Stewart judge forbids prosecution from speculating on phone conversation

NEW YORK (AP) — A federal judge on Tuesday further limited the government's effort to prove Martha Stewart and her stockbroker conspired to lie about Stewart's sale of ImClone Systems stock.

The judge said she may allow into evidence records that show Stewart and broker Peter Bacanovic talked by telephone in early 2002 — but would not allow prosecutors to speculate on what they talked about.

"You may not argue that, because there was a phone conversation on X day, the conversation must have been about X," said U.S. District Judge Miriam Goldman Cedarbaum. Last week, she told prosecutors they couldn't offer testimony about some of Stewart's public comments.

The judge also ordered prosecutors to modify a chart they hoped to use to summarize ImClone-related phone calls that took place on Dec. 27, 2001, the day Stewart sold her shares.

The judge ordered prosecutors to remove from the chart a minute-by-minute graph of ImClone's stock price, which was steadily declining during the day.

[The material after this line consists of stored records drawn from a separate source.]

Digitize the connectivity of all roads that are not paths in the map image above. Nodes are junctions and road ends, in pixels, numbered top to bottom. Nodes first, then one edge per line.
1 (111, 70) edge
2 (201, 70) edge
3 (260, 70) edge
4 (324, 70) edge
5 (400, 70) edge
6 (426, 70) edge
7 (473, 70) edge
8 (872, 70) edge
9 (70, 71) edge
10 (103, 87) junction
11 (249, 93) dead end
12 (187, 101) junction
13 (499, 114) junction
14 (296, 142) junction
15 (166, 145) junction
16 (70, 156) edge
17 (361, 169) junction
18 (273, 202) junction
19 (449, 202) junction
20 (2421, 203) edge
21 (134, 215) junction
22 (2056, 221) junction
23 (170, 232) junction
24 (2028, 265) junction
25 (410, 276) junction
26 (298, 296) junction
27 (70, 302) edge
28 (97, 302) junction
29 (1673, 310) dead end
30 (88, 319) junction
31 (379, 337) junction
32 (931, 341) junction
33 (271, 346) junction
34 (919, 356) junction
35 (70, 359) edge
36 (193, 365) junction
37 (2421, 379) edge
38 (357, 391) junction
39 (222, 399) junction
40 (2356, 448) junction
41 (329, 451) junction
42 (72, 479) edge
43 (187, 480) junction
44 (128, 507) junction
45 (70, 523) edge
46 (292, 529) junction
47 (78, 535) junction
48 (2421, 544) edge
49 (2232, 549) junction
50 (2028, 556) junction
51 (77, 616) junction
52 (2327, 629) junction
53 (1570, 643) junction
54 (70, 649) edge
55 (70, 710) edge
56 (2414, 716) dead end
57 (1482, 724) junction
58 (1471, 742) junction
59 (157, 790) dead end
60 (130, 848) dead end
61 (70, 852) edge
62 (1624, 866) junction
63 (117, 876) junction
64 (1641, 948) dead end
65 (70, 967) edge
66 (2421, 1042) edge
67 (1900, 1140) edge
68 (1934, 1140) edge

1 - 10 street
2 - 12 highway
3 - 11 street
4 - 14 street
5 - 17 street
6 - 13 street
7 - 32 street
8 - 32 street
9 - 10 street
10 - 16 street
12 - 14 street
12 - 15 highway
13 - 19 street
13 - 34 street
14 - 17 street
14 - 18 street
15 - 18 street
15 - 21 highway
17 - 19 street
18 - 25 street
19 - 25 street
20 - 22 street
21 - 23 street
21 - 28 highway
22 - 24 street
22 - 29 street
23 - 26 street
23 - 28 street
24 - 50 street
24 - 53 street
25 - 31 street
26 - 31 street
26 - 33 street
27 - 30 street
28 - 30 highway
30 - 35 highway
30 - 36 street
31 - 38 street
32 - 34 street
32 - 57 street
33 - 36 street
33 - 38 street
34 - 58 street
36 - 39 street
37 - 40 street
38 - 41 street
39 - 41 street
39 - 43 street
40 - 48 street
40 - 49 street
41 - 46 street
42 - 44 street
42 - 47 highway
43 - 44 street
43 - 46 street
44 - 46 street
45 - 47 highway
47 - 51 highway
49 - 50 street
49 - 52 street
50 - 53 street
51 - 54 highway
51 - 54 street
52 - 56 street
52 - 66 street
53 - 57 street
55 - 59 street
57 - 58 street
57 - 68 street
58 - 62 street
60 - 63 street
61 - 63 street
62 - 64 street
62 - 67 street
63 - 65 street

The judge said tying the stock price to the phone calls was a matter for the government's closing argument, not for evidence.

Stewart and Bacanovic are accused of lying to investigators about why Stewart sold 3,928 shares of ImClone Systems stock on Dec. 27, 2001, just before it plunged on a negative government review of an experimental ImClone cancer drug.

The government claims Bacanovic sent word to Stewart that ImClone CEO Sam Waksal was trying to dump his shares. Stewart and Bacanovic claim they had a deal to sell ImClone when it fell below $60 per share.

On Friday, the judge barred prosecutors from putting into evidence a record of a phone call from Bacanovic to Stewart on Jan. 31, 2002, just after Stewart changed a message log of a Dec. 27 Bacanovic call. Stewart immediately told her assistant to change the message back to its original wording, the assistant testified.

The judge also has told prosecutors they will not be able to call expert witnesses such as stock analysts to support the securities fraud charge, which accuses Stewart of propping up the price of her own company, Martha Stewart Living Omnimedia, by proclaiming her innocence in the ImClone probe.